Squire: Yes, just make sure you lock your computer. You don’t want your computer holding all your passwords if it gets stolen. You would need to log out of your browser on another computer, (which would then cut off access to the passwords on the stolen computer when it synced online with your browser identity.)
Digital First: What’s your position on using a Google account to log into lots of apps rather than using passwords or an identity platform?
Squire: Ping uses the same technology as a Google account but we are much more robust and can do a lot more.

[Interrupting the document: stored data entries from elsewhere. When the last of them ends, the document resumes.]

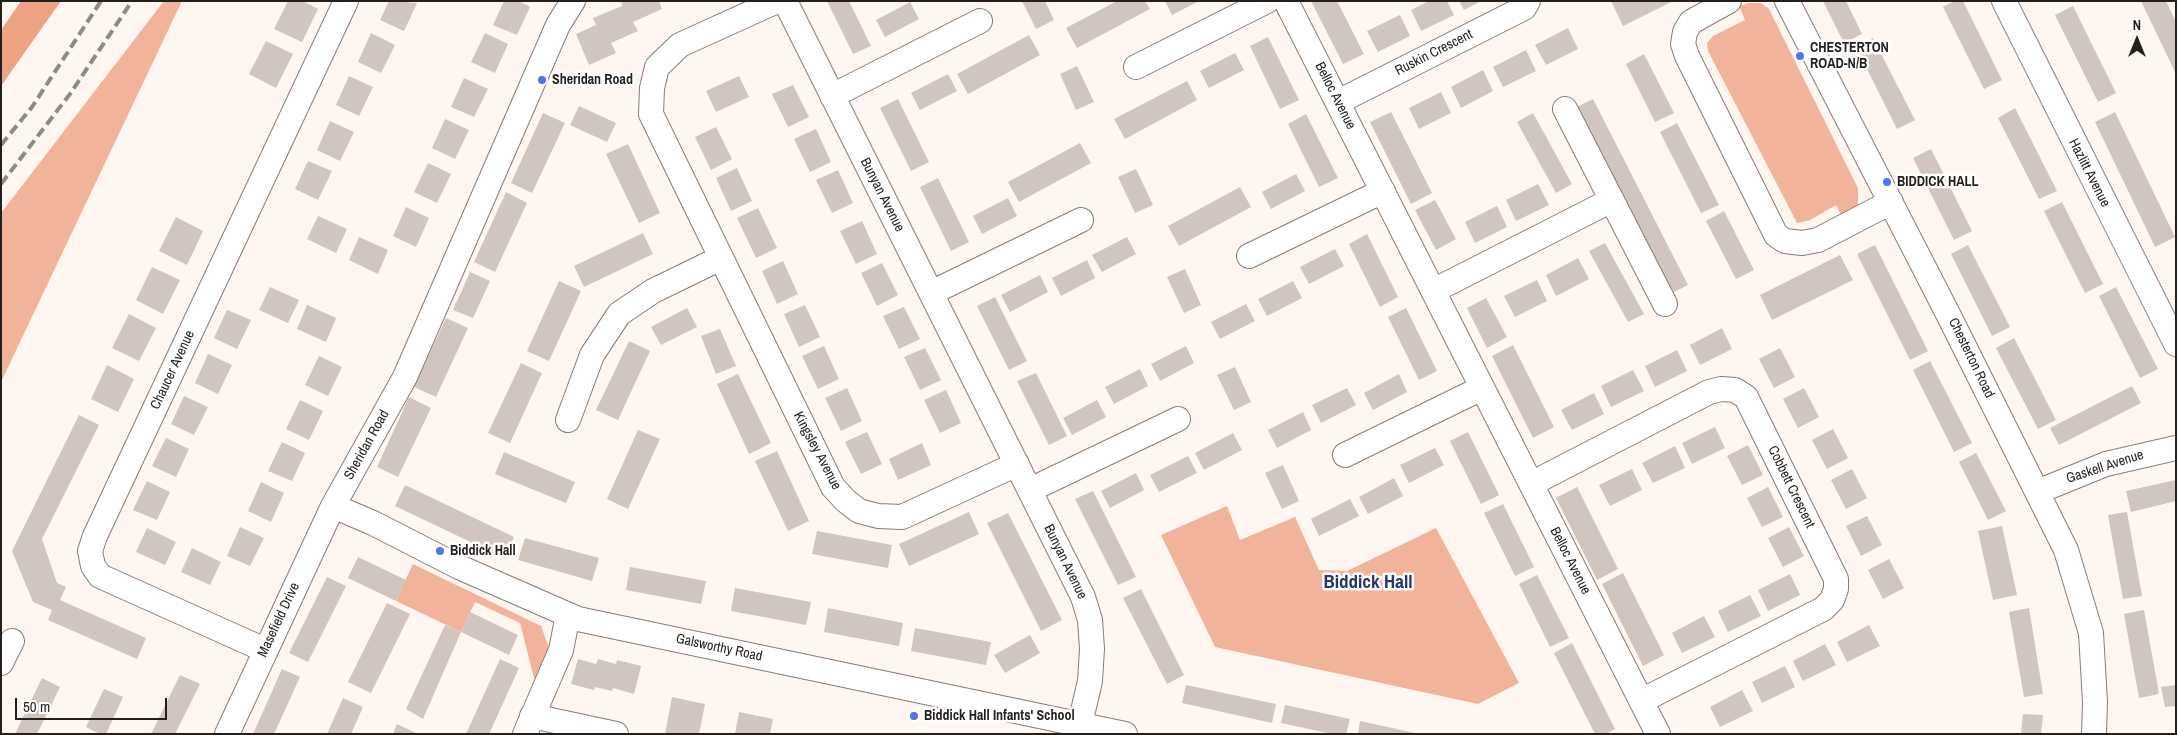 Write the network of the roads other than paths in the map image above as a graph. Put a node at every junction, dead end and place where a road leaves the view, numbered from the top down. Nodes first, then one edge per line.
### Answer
1 (346, 1) edge
2 (573, 1) edge
3 (777, 1) edge
4 (785, 1) edge
5 (1267, 1) edge
6 (1286, 1) edge
7 (1528, 1) edge
8 (1729, 1) edge
9 (1787, 1) edge
10 (2004, 1) edge
11 (980, 21) dead end
12 (1136, 67) dead end
13 (832, 96) junction
14 (1338, 102) junction
15 (1565, 109) dead end
16 (1383, 191) junction
17 (1612, 200) junction
18 (1891, 202) junction
19 (1081, 220) dead end
20 (1248, 256) dead end
21 (721, 258) junction
22 (1433, 291) junction
23 (931, 293) junction
24 (1665, 304) dead end
25 (2168, 314) edge
26 (2176, 344) edge
27 (1482, 388) junction
28 (1178, 419) dead end
29 (568, 420) dead end
30 (2176, 448) edge
31 (1345, 455) dead end
32 (1017, 464) junction
33 (1531, 484) junction
34 (1030, 490) junction
35 (2037, 492) junction
36 (333, 506) junction
37 (568, 615) junction
38 (12, 641) dead end
39 (265, 650) junction
40 (1, 663) edge
41 (1641, 701) junction
42 (1080, 724) junction
43 (529, 725) edge
44 (227, 734) edge
45 (616, 734) edge
46 (1125, 734) edge
47 (1658, 734) edge
48 (2094, 734) edge

1 - 39 street, Chaucer Avenue
2 - 36 street, Sheridan Road
3 - 21 street, Kingsley Avenue
4 - 13 street, Bunyan Avenue
5 - 12 street
6 - 14 street, Belloc Avenue
7 - 14 street, Ruskin Crescent
8 - 18 street
9 - 18 street, Chesterton Road
10 - 25 street, Hazlitt Avenue
11 - 13 street
13 - 23 street, Bunyan Avenue
14 - 16 street, Belloc Avenue
15 - 17 street
16 - 20 street
16 - 22 street, Belloc Avenue
17 - 22 street
17 - 24 street
18 - 35 street, Chesterton Road
19 - 23 street
21 - 29 street
21 - 32 street, Kingsley Avenue
22 - 27 street, Belloc Avenue
23 - 32 street, Bunyan Avenue
25 - 26 street, Hazlitt Avenue
27 - 31 street
27 - 33 street, Belloc Avenue
28 - 34 street
30 - 35 street, Gaskell Avenue
32 - 34 street, Bunyan Avenue
33 - 41 street, Belloc Avenue
33 - 41 street, Cobbett Crescent
34 - 42 street, Bunyan Avenue
35 - 48 street, Chesterton Road
36 - 37 street, Galsworthy Road
36 - 39 street, Masefield Drive
37 - 42 street, Galsworthy Road
37 - 43 street
38 - 40 street
39 - 44 street, Masefield Drive
41 - 47 street, Belloc Avenue
42 - 46 street, Galsworthy Road
43 - 45 street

Google is cloud based only, it can’t control access to on-premise or desktop apps like you can with an identity platform.
Google account only gives you single sign-on (one password to access many apps). An identity platform also has access control and permissions and a directory of users.
Also it’s harder to log out with Google. Say I log into Fitbit’s website with my Google account. If I log out of Fitbit but I’m still logged into Google, you can just refresh the page and it will log back automatically into Fitbit. If you are sharing your device (say with family members) then you need to make sure you log out of Google.
Digital First: Why do you think Ping is better than Okta, your major competitor?
Squire: Ping is much more active in open banking. We are working with the largest banks in the world, we have more expertise in the financial industry and in open APIs.
Digital First: And are they that different feature-wise?
Squire: No, not off the top of my head. We have a graphical user interface for people who aren’t technical. It’s drag and drop to set up new permissions.
Digital First: Is two-factor authentication (2FA) sufficient on its own to provide good security? Or do you need an identity platform as well?
Squire: 2FA is better than nothing. If you have really high risk use cases – for example, clients who are celebrities or who have a lot of money – 2FA with SMS is not super secure. SMS messages can be “sniffed” (and used to open the app). Or someone can walk into a phone shop and say, “Hi, I’ve lost my phone. Can you port my mobile phone number to a new one?” Then they will receive the SMS.
It is better to use an authentication app for 2FA. You can’t walk into a phone shop and convince the staff to give you access to an app. But if there’s no-one actively trying to get into your accounts then SMS is fine.